Dérives sectaires : Les autorités en guerre contre les « gourous 2.0 »

© Midjourney x What's up Doc

Avec cette loi, "j'ai décidé de m'attaquer aux fameux gourous 2.0, pour lesquels les réseaux sociaux démultiplient les possibilités d'atteindre leur cible", martèle la secrétaire d'Etat chargée de la citoyenneté, Sabrina Agresti-Roubache, lors d'un entretien à l'AFP.

Depuis 2015, la Miviludes, la mission interministérielle de vigilance et de lutte contre les dérives sectaires, a constaté un "doublement des signalements", dont le quart en rapport avec la santé.

Sanctionner les pressions et les manœuvres réitérées

L'article-phare du texte, qui a provoqué tant d'opposition à l'Assemblée et au Sénat, et lui a même valu une saisine du Conseil constitutionnel, crée un nouveau délit de provocation à l'abandon de soins, y compris en ligne, passible d'une peine allant jusqu'à 3 ans de prison et 45 000 euros d'amende.

"Vous dites à quelqu'un qui a un cancer du sein : arrête la chimiothérapie, prends du jus de légume à la place, tu vas guérir. C’est une provocation à l'abandon de soins", explique la ministre.

"Il s'agit de punir une provocation par des pressions ou manœuvres réitérées, pas ceux qui disent une fois la vaccination c'est pas bien", a précisé à l'AFP le chef de la Miviludes, Donatien Le Vaillant, ajoutant que le délit vise des personnes mal-intentionnées qui par exemple "citent de fausses études, des éléments trompeurs ou induisant en erreur, ou des conseils répétés, des messages envoyés individuellement" et allant à l'encontre du consensus médical.

Des effectifs doublés pour la Miviludes 

La Miviludes pourra éclairer la justice grâce à son expertise sur la qualification des faits, lorsqu'elle saisira les parquets.

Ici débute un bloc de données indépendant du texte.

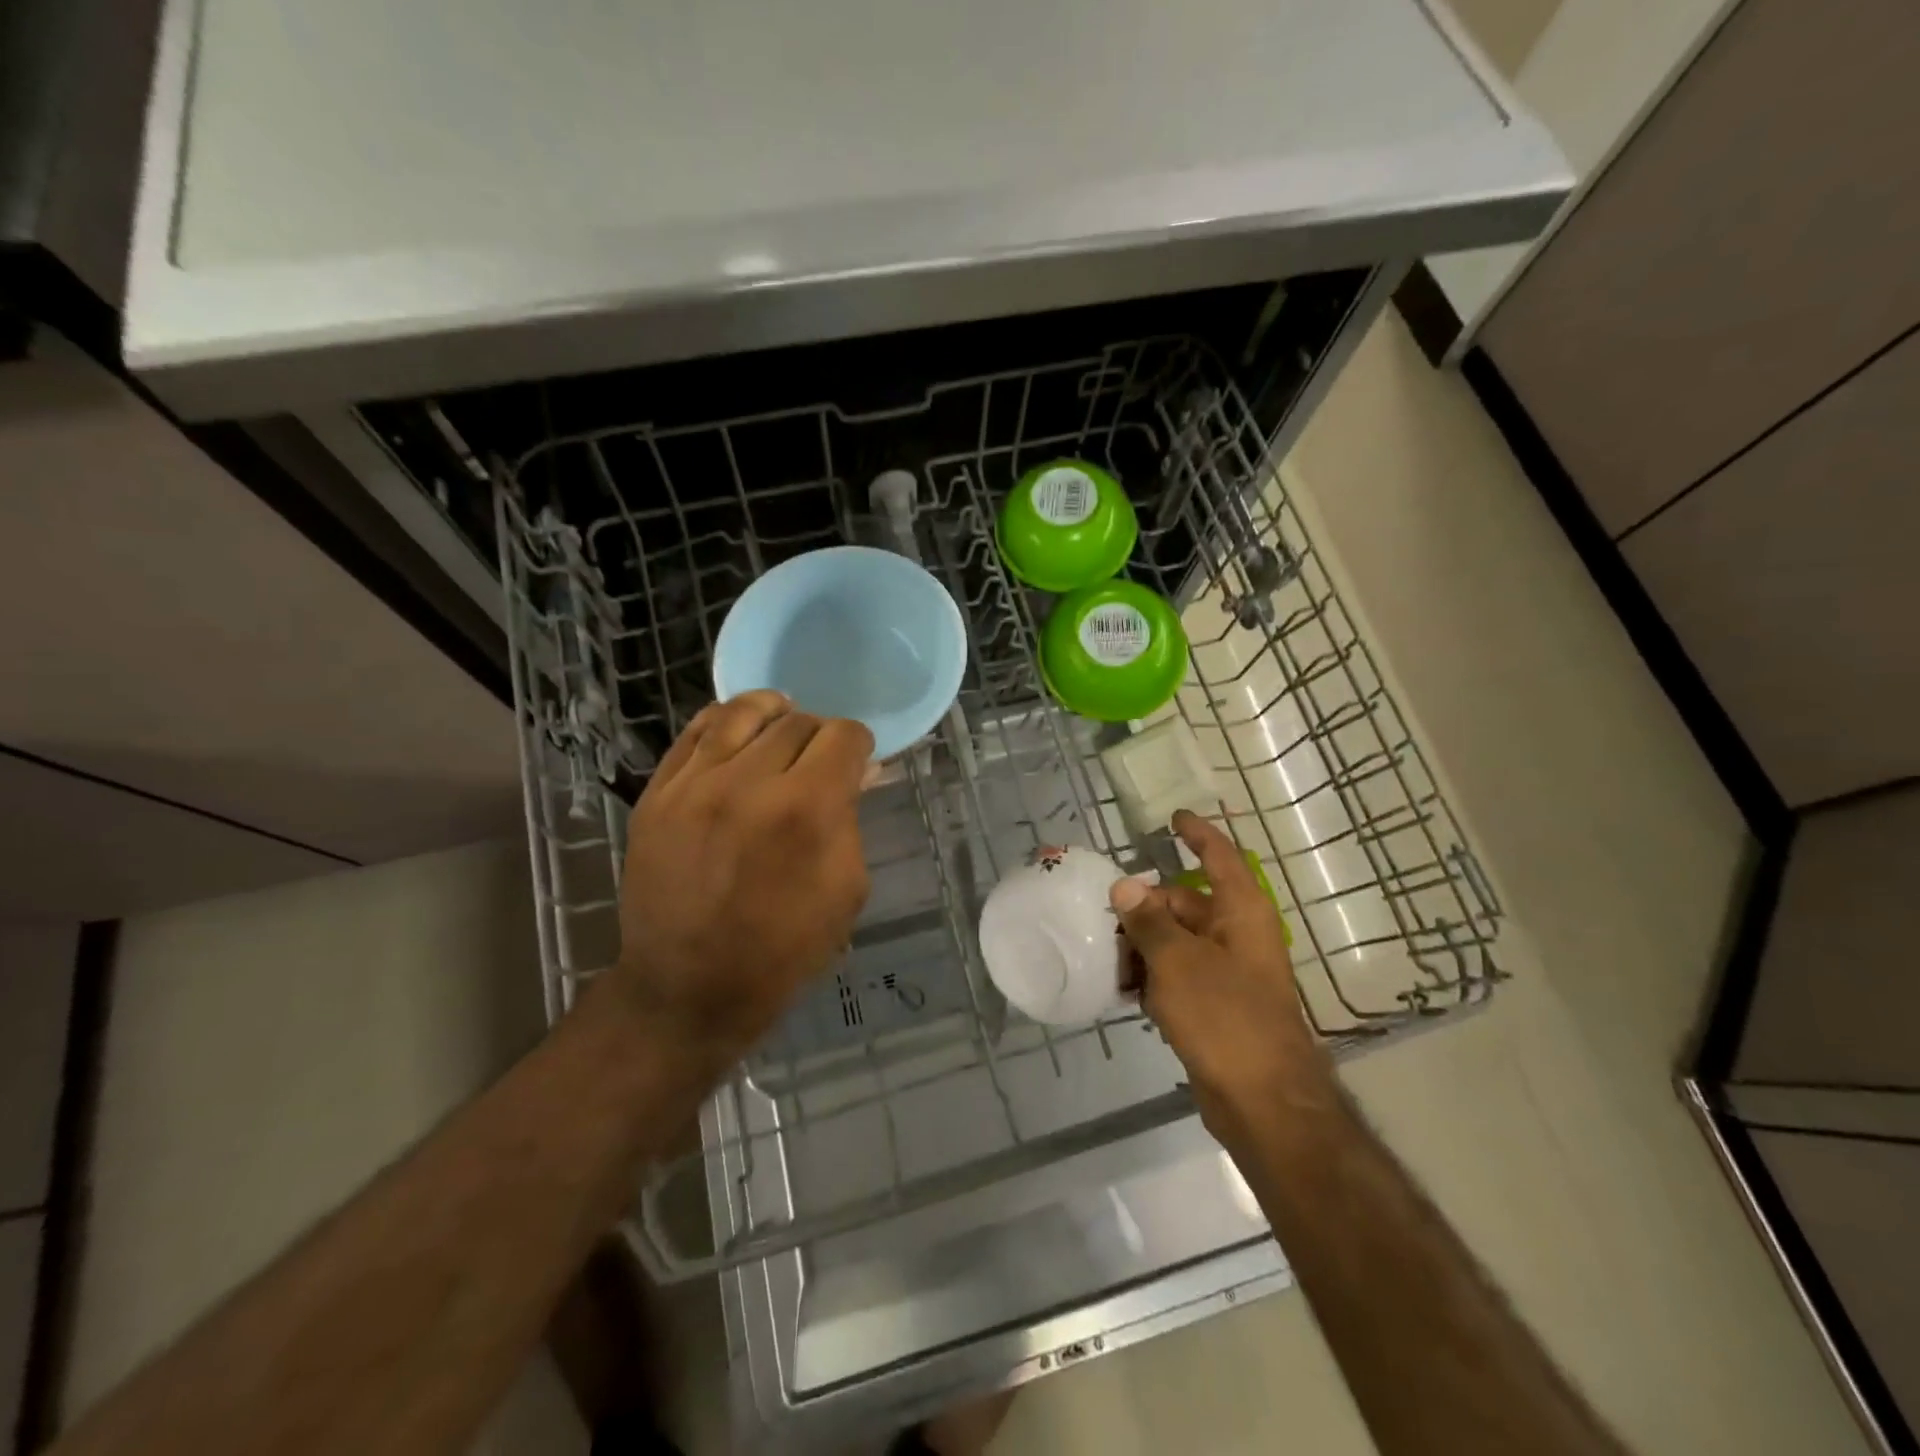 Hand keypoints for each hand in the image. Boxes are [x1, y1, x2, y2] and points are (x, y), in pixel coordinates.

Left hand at [611, 691, 873, 1073]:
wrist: (689, 990)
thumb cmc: (783, 950)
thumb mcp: (847, 890)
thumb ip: (852, 819)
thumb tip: (856, 772)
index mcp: (807, 810)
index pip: (843, 737)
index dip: (859, 744)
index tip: (856, 762)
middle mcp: (750, 782)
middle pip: (797, 722)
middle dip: (820, 735)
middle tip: (820, 760)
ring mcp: (695, 785)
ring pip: (742, 713)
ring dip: (773, 713)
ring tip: (781, 723)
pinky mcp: (657, 795)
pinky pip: (694, 733)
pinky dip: (724, 722)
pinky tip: (738, 731)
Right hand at [1110, 810, 1330, 1131]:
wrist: (1264, 1102)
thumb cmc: (1225, 1017)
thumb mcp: (1178, 962)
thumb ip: (1148, 922)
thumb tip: (1125, 885)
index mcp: (1241, 913)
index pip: (1219, 857)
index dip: (1197, 833)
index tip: (1173, 818)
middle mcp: (1237, 935)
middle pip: (1186, 903)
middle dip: (1146, 908)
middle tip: (1105, 919)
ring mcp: (1227, 972)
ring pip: (1177, 941)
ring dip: (1144, 946)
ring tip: (1109, 960)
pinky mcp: (1216, 1005)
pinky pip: (1178, 975)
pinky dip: (1153, 977)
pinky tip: (1125, 992)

Ses effectifs passeront de huit temps plein actuellement à 19 avant la fin de l'année, annonce Mme Agresti-Roubache.

Cette nouvelle incrimination s'imposera également aux plateformes comme Youtube, qui devront supprimer les contenus jugés illicites par la justice.

Au-delà de la répression, des enjeux psychologiques

Mais au-delà de son aspect répressif, le texte, assure Donatien Le Vaillant, permettra une "meilleure réparation pour les victimes". Jusqu'à présent, la loi était "un peu calquée sur un modèle très années 80, d'un groupe qui exerce une pression pour des abus financiers. Or au-delà des atteintes aux biens, on a de plus en plus d'atteintes aux personnes", explique-t-il.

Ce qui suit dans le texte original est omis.